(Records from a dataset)
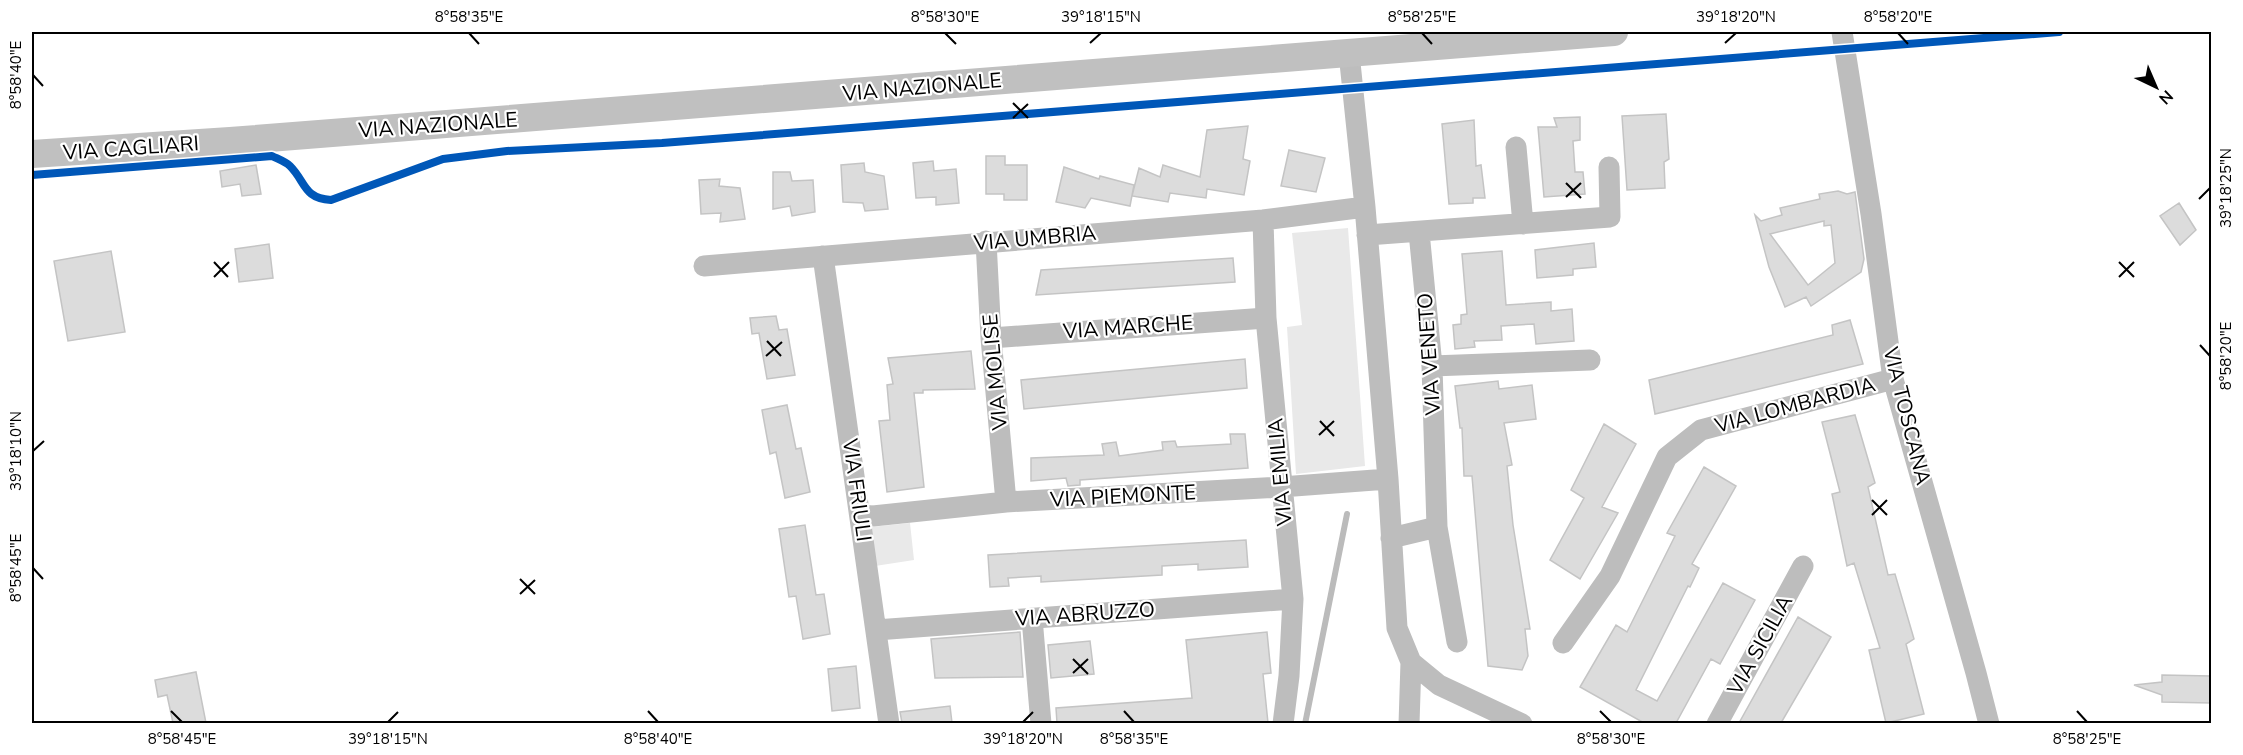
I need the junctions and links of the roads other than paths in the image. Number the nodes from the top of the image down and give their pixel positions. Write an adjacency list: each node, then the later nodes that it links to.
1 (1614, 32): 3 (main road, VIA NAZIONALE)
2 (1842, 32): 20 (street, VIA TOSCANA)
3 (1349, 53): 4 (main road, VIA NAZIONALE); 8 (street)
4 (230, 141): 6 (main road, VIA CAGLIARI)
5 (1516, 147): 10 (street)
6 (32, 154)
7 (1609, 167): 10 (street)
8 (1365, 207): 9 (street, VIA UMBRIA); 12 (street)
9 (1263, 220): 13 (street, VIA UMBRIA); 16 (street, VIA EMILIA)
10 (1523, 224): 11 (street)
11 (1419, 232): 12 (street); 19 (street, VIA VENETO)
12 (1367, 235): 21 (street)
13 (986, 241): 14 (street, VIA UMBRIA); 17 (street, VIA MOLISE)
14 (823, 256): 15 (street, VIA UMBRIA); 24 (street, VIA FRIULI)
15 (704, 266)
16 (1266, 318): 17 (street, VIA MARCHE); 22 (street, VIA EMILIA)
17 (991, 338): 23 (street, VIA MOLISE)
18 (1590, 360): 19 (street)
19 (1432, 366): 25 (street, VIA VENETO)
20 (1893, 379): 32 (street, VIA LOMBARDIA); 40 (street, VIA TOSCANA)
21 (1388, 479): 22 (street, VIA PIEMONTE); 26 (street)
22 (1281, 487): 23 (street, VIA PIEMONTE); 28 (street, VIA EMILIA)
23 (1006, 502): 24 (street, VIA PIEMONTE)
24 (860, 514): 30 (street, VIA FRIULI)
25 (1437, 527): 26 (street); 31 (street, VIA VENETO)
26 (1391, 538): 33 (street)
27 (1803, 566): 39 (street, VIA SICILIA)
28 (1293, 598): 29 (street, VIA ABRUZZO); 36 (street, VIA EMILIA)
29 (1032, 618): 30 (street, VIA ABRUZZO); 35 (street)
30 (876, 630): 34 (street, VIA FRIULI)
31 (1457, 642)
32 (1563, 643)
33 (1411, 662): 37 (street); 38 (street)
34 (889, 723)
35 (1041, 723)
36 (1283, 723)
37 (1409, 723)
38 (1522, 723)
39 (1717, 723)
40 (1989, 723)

=== YOUR OBJECTIVE ===
The records must appear again word for word, though none of their pictures should.

=== EXERCISE ANSWER ===
I need the junctions and links of the roads other than paths in the image. Number the nodes from the top of the image down and give their pixel positions. Write an adjacency list: each node, then the later nodes that it links to.
1 (1614, 32): 3 (main road, VIA NAZIONALE)
2 (1842, 32): 20 (street, VIA TOSCANA)
3 (1349, 53): 4 (main road, VIA NAZIONALE); 8 (street)
4 (230, 141): 6 (main road, VIA CAGLIARI)
5 (1516, 147): 10 (street)
6 (32, 154)
7 (1609, 167): 10 (street)
8 (1365, 207): 9 (street, VIA UMBRIA); 12 (street)
9 (1263, 220): 13 (street, VIA UMBRIA); 16 (street, VIA EMILIA)
10 (1523, 224): 11 (street)
11 (1419, 232): 12 (street); 19 (street, VIA VENETO)
12 (1367, 235): 21 (street)
13 (986, 241): 14 (street, VIA UMBRIA); 17 (street, VIA MOLISE)
14 (823, 256): 15 (street, VIA UMBRIA); 24 (street, VIA FRIULI)
15 (704, 266)
16 (1266, 318): 17 (street, VIA MARCHE); 22 (street, VIA EMILIA)
17 (991, 338): 23 (street, VIA MOLISE)
18 (1590, 360): 19 (street)
19 (1432, 366): 25 (street, VIA VENETO)
20 (1893, 379): 32 (street, VIA LOMBARDIA); 40 (street, VIA TOSCANA)
21 (1388, 479): 22 (street, VIA PIEMONTE); 26 (street)
22 (1281, 487): 23 (street, VIA PIEMONTE); 28 (street, VIA EMILIA)
23 (1006, 502): 24 (street, VIA PIEMONTE)
24 (860, 514): 30 (street, VIA FRIULI)
25 (1437, 527): 26 (street); 31 (street, VIA VENETO)
26 (1391, 538): 33 (street)
27 (1803, 566): 39 (street, VIA SICILIA)
28 (1293, 598): 29 (street, VIA ABRUZZO); 36 (street, VIA EMILIA)
29 (1032, 618): 30 (street, VIA ABRUZZO); 35 (street)
30 (876, 630): 34 (street, VIA FRIULI)
31 (1457, 642)
32 (1563, 643)
33 (1411, 662): 37 (street); 38 (street)
34 (889, 723)
35 (1041, 723)
36 (1283, 723)
37 (1409, 723)
38 (1522, 723)
39 (1717, 723)
40 (1989, 723)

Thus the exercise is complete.